En parallèle des équipements militaires, Mohammed ben Salmane recherche des garanties sécuritaires et un accès à des technologies d’intelligence artificielle, essayant d’avancer vers un accord sur un programme nucléaire civil.
« Donald Trump veut que les Saoudiens soient liés à nous dans ces domaines, et pas à la Chine », analyse Dennis Ross, ancien négociateur américain au Proche-Orient, aujourd’hui membre du think tank Washington Institute for Near East Policy. L’objectif de Trump est de développer une relation multifontionnelle avec l’Arabie saoudite pour éviter son rapprochement avec la Chine.
En contrepartie, Donald Trump espère que les promesses d’investissements évalués à 600 milliards de dollars de Ryad, faites lors de sa visite en mai, se concrétiseront.
Les affaires avec l’Arabie saoudite profitent également à la famille Trump. « La diplomatie américaine sous Donald Trump se base sur une logique transactionnelle, l’usage de la force et s’appuie sur le cercle familial », affirme Hasni Abidi.
Donald Trump a établi des liens personnels et d’affaires avec les monarchies du Golfe. Le New York Times a révélé un projet immobilier de grande envergure de la Trump Organization en Arabie saoudite. « On appelle cela une diplomatie cadastrale », résume le chercheur, « les personnes du cercle familial de Trump viennent tous de milieux immobiliers. »
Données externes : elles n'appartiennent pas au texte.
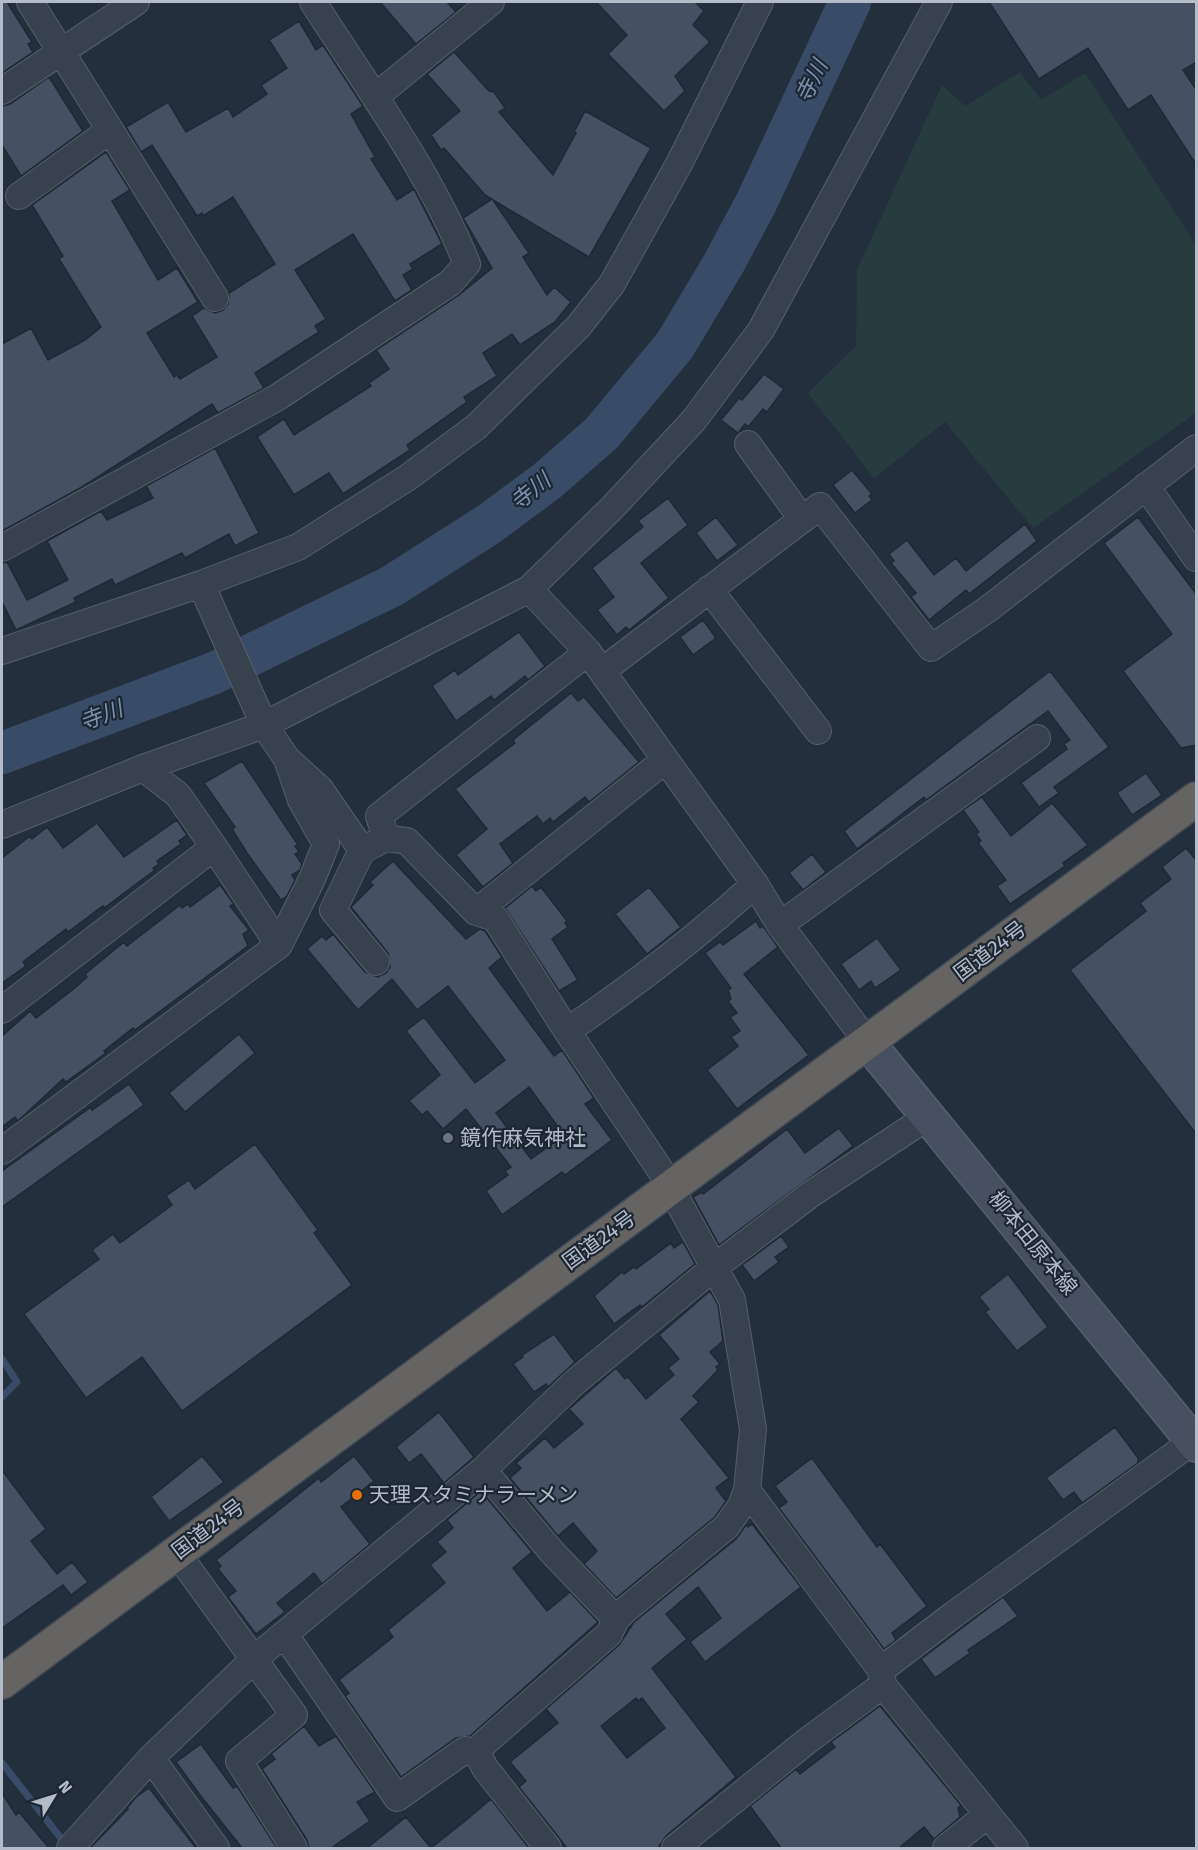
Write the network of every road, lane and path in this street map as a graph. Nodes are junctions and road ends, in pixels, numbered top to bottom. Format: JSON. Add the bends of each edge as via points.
{"nodes":[{"id":1,"x":30,"y":2,"type":"edge"},
{"id":2,"x":136,"y":2,"type":"edge"},
{"id":3,"x":313,"y":2,"type":"edge"},
{"id":4,"x":491,"y":2,"type":"edge"},
{"id":5,"x":760,"y":2,"type":"edge"},
{"id":6,"x":939,"y":2,"type":"edge"},
{"id":7,"x":60,"y":50,"type":"junction"},
{"id":8,"x":2,"y":91,"type":"edge"},
{"id":9,"x":375,"y":97,"type":"junction"},
{"id":10,"x":110,"y":130,"type":"junction"},
{"id":11,"x":19,"y":196,"type":"dead end"},
{"id":12,"x":215,"y":298,"type":"dead end"},
{"id":13,"x":748,"y":444,"type":"dead end"},
{"id":14,"x":1197,"y":448,"type":"edge"},
{"id":15,"x":1146,"y":486,"type":"junction"},
{"id":16,"x":802,"y":519,"type":"junction"},
{"id":17,"x":2,"y":548,"type":"edge"},
{"id":18,"x":1197,"y":558,"type":"edge"},
{"id":19,"x":202,"y":587,"type":"junction"},
{"id":20,"x":529,"y":589,"type":"junction"},
{"id":21,"x":709,"y":590,"type":"junction"},
{"id":22,"x":2,"y":651,"type":"edge"},
{"id":23,"x":595,"y":662,"type":"junction"},
{"id":24,"x":262,"y":720,"type":"junction"},
{"id":25,"x":818,"y":731,"type":"dead end"},
{"id":26,"x":1037,"y":738,"type":"dead end"},
{"id":27,"x":287,"y":759,"type":"junction"},
{"id":28,"x":665,"y":760,"type":"junction"},
{"id":29,"x":143,"y":768,"type":"junction"},
{"id":30,"x":1197,"y":799,"type":"edge"},
{"id":31,"x":2,"y":825,"type":"edge"},
{"id":32,"x":386,"y":838,"type":"junction"},
{"id":33,"x":214,"y":847,"type":"junction"},
{"id":34,"x":362,"y":850,"type":"junction"},
{"id":35,"x":755,"y":884,"type":"junction"},
{"id":36,"x":476,"y":912,"type":"junction"},
{"id":37,"x":780,"y":925,"type":"junction"},
{"id":38,"x":279,"y":945,"type":"junction"},
{"id":39,"x":376,"y":962,"type":"dead end"},
{"id":40,"x":2,"y":1010,"type":"edge"},
{"id":41,"x":567,"y":1032,"type":"junction"},
{"id":42,"x":868,"y":1043,"type":"junction"},
{"id":43,"x":929,"y":1116,"type":"junction"},
{"id":44,"x":2,"y":1150,"type":"edge"},
{"id":45,"x":669,"y":1189,"type":"junction"},
{"id":46,"x":716,"y":1266,"type":"junction"},
{"id":47,"x":1196,"y":1442,"type":"edge"},
{"id":48,"x":483,"y":1470,"type":"junction"},
{"id":49,"x":747,"y":1490,"type":"junction"},
{"id":50,"x":177,"y":1553,"type":"junction"},
{"id":51,"x":616,"y":1619,"type":"junction"},
{"id":52,"x":285,"y":1635,"type":"junction"},
{"id":53,"x":253,"y":1660,"type":"junction"},
{"id":54,"x":882,"y":1678,"type":"junction"},
{"id":55,"x":2,"y":1682,"type":"edge"},
{"id":56,"x":478,"y":1754,"type":"junction"},
{"id":57,"x":151,"y":1758,"type":"junction"},
{"id":58,"x":987,"y":1815,"type":"junction"},
{"id":59,"x":70,"y":1848,"type":"edge"},
{"id":60,"x":216,"y":1848,"type":"edge"},
{"id":61,"x":294,"y":1848,"type":"edge"},
{"id":62,"x":548,"y":1848,"type":"edge"},
{"id":63,"x":675,"y":1848,"type":"edge"},
{"id":64,"x":946,"y":1848,"type":"edge"},
{"id":65,"x":1016,"y":1848,"type":"edge"}],
"edges":[{"from":1,"to":7,"type":"street"},
{"from":2,"to":7,"type":"street"},
{"from":3,"to":9,"type":"street"},
{"from":4,"to":9,"type":"street"},
{"from":5,"to":19,"type":"street","via":[[680,162],[612,284],[578,327],[476,427],[407,478],[298,547]]},
{"from":6,"to":20,"type":"street","via":[[761,330],[694,420]]},
{"from":7,"to":8,"type":"street"},
{"from":7,"to":10,"type":"street"},
{"from":9,"to":17,"type":"street","via":[[453,228],[467,264],[450,283],[278,397]]},
{"from":10,"to":11,"type":"street"},
{"from":10,"to":12,"type":"street"},
{"from":13,"to":16,"type":"street"},
{"from":14,"to":15,"type":"street"},
{"from":15,"to":16,"type":"street","via":[[988,609],[931,648],[820,506]]},
{"from":15,"to":18,"type":"street"},
{"from":16,"to":21,"type":"street"},
{"from":19,"to":22,"type":"street"},
{"from":19,"to":24,"type":"street"},
{"from":20,"to":23,"type":"street"},
{"from":20,"to":24,"type":"street"},
{"from":21,"to":23,"type":"street"},
{"from":21,"to":25,"type":"street"},
{"from":23,"to":28,"type":"street"},
{"from":23,"to":32,"type":"street","via":[[379,816]]},
{"from":24,"to":27,"type":"street"},
{"from":24,"to":29,"type":"street"},
{"from":26,"to":37,"type":"street"},
{"from":27,"to":34,"type":"street","via":[[320,789]]},
{"from":27,"to":38,"type":"street","via":[[301,800],[326,844]]},
{"from":28,"to":35,"type":"street"},
{"from":28,"to":36,"type":"street"},
{"from":29,"to":31,"type":"street"},
{"from":29,"to":33,"type":"street","via":[[178,795]]},
{"from":30,"to":42,"type":"highway","name":"国道24号"},
{"from":32,"to":34,"type":"street"},
{"from":32,"to":36,"type":"street","via":[[407,841]]},
{"from":33,"to":38,"type":"street"},
{"from":33,"to":40,"type":"street"},
{"from":34,"to":39,"type":"street","via":[[333,910]]},
{"from":35,"to":37,"type":"street"},
{"from":35,"to":41,"type":"street","via":[[628,989]]},
{"from":36,"to":41,"type":"street","via":[[495,918]]},
{"from":37,"to":42,"type":"street"},
{"from":38,"to":44,"type":"street"},
{"from":41,"to":45,"type":"street","via":[[663,1174]]},
{"from":42,"to":43,"type":"main road","name":"柳本田原本線"},
{"from":42,"to":45,"type":"highway","name":"国道24号"},
{"from":43,"to":46,"type":"street","via":[[811,1194]]},
{"from":43,"to":47,"type":"main road","name":"柳本田原本線"},
{"from":45,"to":46,"type":"street"},
{"from":45,"to":50,"type":"highway","name":"国道24号"},
{"from":46,"to":48,"type":"street","via":[[575,1383]]},
{"from":46,"to":49,"type":"street","via":[[732,1300],[753,1429]]},
{"from":47,"to":54,"type":"street","via":[[962,1608]]},
{"from":48,"to":51,"type":"street","via":[[552,1552]]},
{"from":48,"to":52,"type":"street"},
{"from":49,"to":51,"type":"street","via":[[726,1527]]},
{"from":49,"to":54,"type":"street"},
{"from":50,"to":53,"type":"street"},
{"from":50,"to":55,"type":"highway","name":"国道24号"},
{"from":51,"to":56,"type":"street","via":[[609,1634],[481,1746]]},
{"from":52,"to":53,"type":"street"},
{"from":52,"to":56,"type":"street","via":[[397,1798],[465,1750]]},
{"from":53,"to":57,"type":"street"},
{"from":53,"to":61,"type":"street","via":[[294,1715],[239,1761]]},
{"from":54,"to":58,"type":"street"},
{"from":54,"to":63,"type":"street"},
{"from":56,"to":62,"type":"street"},
{"from":57,"to":59,"type":"street"},
{"from":57,"to":60,"type":"street"},
{"from":58,"to":64,"type":"street"},
{"from":58,"to":65,"type":"street"}]}
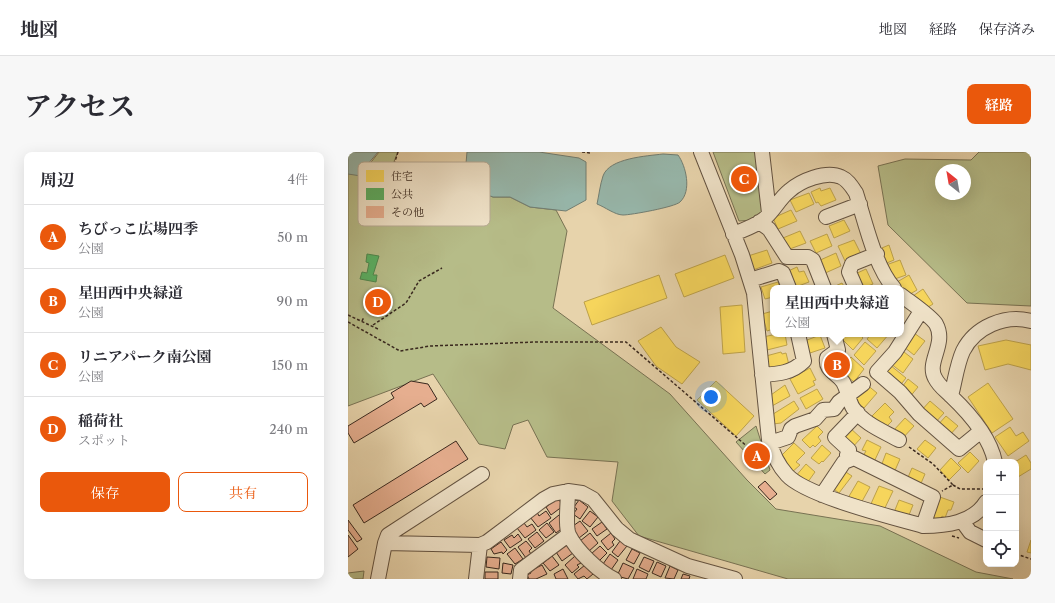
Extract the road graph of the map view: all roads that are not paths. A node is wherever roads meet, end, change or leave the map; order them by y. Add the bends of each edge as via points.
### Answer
1 (701, 152) edge
2 (762, 152) edge
3 (860, 204) junction
4 (826, 217) dead end
5 (764, 218) junction
6 (733, 234) junction
7 (877, 254) junction
8 (788, 257) junction
9 (781, 272) junction
10 (750, 280) junction
11 (788, 285) edge
12 (823, 285) edge
13 (855, 285) edge
14 (891, 285) edge
15 (904, 297) edge
16 (921, 311) junction
17 (1031, 321) edge
18 (799, 337) edge
19 (835, 337) edge
20 (827, 358) junction
21 (804, 361) junction
22 (762, 375) junction
23 (863, 384) dead end
24 (848, 395) junction
25 (951, 396) junction
26 (858, 413) junction
27 (981, 431) junction
28 (899, 440) road end
29 (770, 443) junction
30 (849, 459) junction
31 (994, 459) edge
32 (482, 474) dead end
33 (568, 492) junction
34 (822, 495) junction
35 (983, 506) edge
36 (962, 521) junction
37 (923, 526) junction
38 (568, 534) junction
39 (983, 538) edge
40 (385, 543) junction
41 (480, 545) junction
42 (716, 576) edge
43 (608, 578) edge
44 (378, 579) edge
45 (476, 579) edge
46 (520, 579) edge
47 (735, 579) edge

1 - 6 street
2 - 5 street
3 - 4 street
3 - 5 street via 850,184 841,177 816,177 789,191
3 - 7 street
5 - 6 street
5 - 8 street
6 - 10 street
7 - 13 street via 852,264 849,272
7 - 14 street
8 - 9 street
8 - 12 street via 808,257 813,260
9 - 10 street
9 - 11 street
10 - 22 street via 756,307
15 - 16 street
16 - 25 street via 936,323 940,335 933,364 934,376
16 - 27 street via 895,352 877,372 900,392 918,414 959,449
17 - 25 street via 1022,318 1006,319 985,328 969,341 959,361
18 - 21 street
19 - 20 street via 838,350
20 - 21 street via 820,357 809,363
20 - 24 street via 826,364 842,381
21 - 22 street via 790,371
22 - 29 street
23 - 24 street
24 - 26 street
24 - 29 street via 834,409 823,410 815,419 791,429 788,437
25 - 27 street
26 - 28 street via 864,420
26 - 30 street via 835,437 849,450 846,456
27 - 31 street
29 - 34 street via 772,453 787,475
30 - 34 street via 844,462
30 - 37 street via 854,458 933,497
32 - 40 street via 388,534
33 - 38 street
33 - 41 street via 553,494 544,499
33 - 42 street via 582,493 593,499 617,529 629,539
34 - 37 street
35 - 36 street
36 - 37 street via 941,526
36 - 39 street via 970,532
38 - 43 street via 586,557
38 - 46 street via 521,570
40 - 41 street
40 - 44 street
41 - 45 street
42 - 47 street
Le conglomérat familial, dirigé depuis 2016 par ses fils, Donald Junior et Eric Trump, mise sur l’essor du tourisme et de l’immobilier de luxe dans les monarchies pétrolières.
Le conflit d’intérêts est flagrant : Donald Trump demeure actionnaire de la Trump Organization à travers un trust. Son gendre Jared Kushner est aussi impliqué dans les fonds souverains d’Arabie saoudite.
Ainsi, le président américain aborde la diplomatie avec le prince Mohammed ben Salmane, tandis que sa famille négocie des contrats lucratifs, renforçant l’influence de l’Arabie saoudite à Washington.
Cette situation, mêlant affaires et diplomatie, soulève des interrogations sur le poids des contre-pouvoirs américains, constamment mis à l’épreuve par l’administration Trump.